(Collected data entries)
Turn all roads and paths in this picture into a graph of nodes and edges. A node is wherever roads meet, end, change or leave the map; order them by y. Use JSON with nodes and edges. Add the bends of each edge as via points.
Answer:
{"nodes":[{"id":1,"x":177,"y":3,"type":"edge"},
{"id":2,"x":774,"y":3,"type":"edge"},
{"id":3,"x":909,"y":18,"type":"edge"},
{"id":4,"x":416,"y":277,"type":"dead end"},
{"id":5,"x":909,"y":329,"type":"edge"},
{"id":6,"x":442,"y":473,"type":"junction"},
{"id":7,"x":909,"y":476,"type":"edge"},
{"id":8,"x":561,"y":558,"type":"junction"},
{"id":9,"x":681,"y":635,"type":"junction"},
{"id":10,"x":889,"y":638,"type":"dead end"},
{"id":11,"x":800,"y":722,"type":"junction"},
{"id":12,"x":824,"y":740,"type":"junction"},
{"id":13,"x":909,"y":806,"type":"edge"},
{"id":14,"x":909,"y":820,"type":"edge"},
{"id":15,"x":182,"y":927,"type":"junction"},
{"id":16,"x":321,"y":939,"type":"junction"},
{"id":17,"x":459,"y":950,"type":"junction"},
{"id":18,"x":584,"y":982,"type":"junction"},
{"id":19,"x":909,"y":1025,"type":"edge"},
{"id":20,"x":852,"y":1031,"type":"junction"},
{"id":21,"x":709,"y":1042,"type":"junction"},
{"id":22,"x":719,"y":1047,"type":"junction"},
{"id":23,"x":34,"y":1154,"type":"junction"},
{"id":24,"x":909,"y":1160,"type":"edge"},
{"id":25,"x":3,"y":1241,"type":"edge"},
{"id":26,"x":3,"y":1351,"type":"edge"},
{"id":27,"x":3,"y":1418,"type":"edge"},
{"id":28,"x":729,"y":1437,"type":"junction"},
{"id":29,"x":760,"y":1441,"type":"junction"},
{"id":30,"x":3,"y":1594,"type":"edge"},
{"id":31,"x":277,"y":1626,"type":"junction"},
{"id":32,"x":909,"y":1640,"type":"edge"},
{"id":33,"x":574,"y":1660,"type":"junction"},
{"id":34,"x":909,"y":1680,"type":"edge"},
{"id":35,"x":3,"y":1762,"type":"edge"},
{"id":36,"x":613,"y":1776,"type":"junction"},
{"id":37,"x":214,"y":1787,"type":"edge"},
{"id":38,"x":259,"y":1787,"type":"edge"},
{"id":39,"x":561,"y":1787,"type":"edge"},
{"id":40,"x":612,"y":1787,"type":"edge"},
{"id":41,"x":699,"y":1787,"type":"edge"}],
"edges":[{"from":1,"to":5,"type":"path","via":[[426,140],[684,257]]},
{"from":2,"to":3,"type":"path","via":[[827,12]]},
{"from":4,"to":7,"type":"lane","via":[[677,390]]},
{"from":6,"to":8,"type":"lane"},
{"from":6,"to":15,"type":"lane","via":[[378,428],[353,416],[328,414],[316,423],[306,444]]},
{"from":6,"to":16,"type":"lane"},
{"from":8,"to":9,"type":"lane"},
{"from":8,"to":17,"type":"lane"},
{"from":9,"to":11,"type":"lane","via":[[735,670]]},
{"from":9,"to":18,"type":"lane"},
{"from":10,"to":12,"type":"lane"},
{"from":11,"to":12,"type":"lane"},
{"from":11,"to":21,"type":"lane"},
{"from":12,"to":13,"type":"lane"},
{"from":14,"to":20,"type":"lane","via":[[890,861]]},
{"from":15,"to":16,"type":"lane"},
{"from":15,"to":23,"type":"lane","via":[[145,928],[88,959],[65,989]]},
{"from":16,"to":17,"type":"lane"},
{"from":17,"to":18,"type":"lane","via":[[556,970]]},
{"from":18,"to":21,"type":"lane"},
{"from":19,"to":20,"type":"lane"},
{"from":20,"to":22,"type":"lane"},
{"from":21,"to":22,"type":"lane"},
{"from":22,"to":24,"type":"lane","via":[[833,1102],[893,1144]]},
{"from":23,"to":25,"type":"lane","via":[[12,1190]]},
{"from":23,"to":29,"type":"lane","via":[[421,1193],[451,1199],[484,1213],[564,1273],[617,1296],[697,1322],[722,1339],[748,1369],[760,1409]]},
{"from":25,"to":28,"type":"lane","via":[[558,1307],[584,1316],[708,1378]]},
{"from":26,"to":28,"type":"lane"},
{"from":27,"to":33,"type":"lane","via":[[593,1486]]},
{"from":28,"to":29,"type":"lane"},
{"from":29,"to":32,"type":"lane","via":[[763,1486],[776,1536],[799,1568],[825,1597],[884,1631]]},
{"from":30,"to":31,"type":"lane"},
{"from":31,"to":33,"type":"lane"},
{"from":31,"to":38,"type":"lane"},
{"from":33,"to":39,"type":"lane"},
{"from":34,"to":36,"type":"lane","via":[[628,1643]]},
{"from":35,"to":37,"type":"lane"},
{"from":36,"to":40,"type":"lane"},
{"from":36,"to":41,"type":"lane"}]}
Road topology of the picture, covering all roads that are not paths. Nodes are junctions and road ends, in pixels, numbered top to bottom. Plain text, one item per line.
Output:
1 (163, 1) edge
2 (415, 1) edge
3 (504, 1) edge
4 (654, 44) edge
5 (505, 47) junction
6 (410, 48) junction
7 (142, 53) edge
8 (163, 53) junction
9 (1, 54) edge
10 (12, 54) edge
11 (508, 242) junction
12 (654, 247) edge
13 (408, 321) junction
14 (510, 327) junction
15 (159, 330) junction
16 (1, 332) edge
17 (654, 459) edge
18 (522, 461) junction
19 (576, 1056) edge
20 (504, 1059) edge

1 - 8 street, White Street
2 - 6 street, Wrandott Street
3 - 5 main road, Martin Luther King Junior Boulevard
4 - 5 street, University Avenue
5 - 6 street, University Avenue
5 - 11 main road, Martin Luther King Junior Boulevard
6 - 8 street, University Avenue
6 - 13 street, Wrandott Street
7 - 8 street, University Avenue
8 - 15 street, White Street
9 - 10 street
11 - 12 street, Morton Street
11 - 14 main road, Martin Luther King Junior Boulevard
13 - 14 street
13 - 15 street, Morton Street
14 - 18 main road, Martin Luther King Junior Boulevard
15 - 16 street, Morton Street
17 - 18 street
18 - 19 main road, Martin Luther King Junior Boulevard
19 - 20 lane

[DESCRIPTION OF THE TASK]: Only the lines containing "Luther" are needed; copy each of them from the data.

[OUTPUT BELOW]:
3 - 5 main road, Martin Luther King Junior Boulevard
5 - 11 main road, Martin Luther King Junior Boulevard
11 - 14 main road, Martin Luther King Junior Boulevard
14 - 18 main road, Martin Luther King Junior Boulevard
18 - 19 main road, Martin Luther King Junior Boulevard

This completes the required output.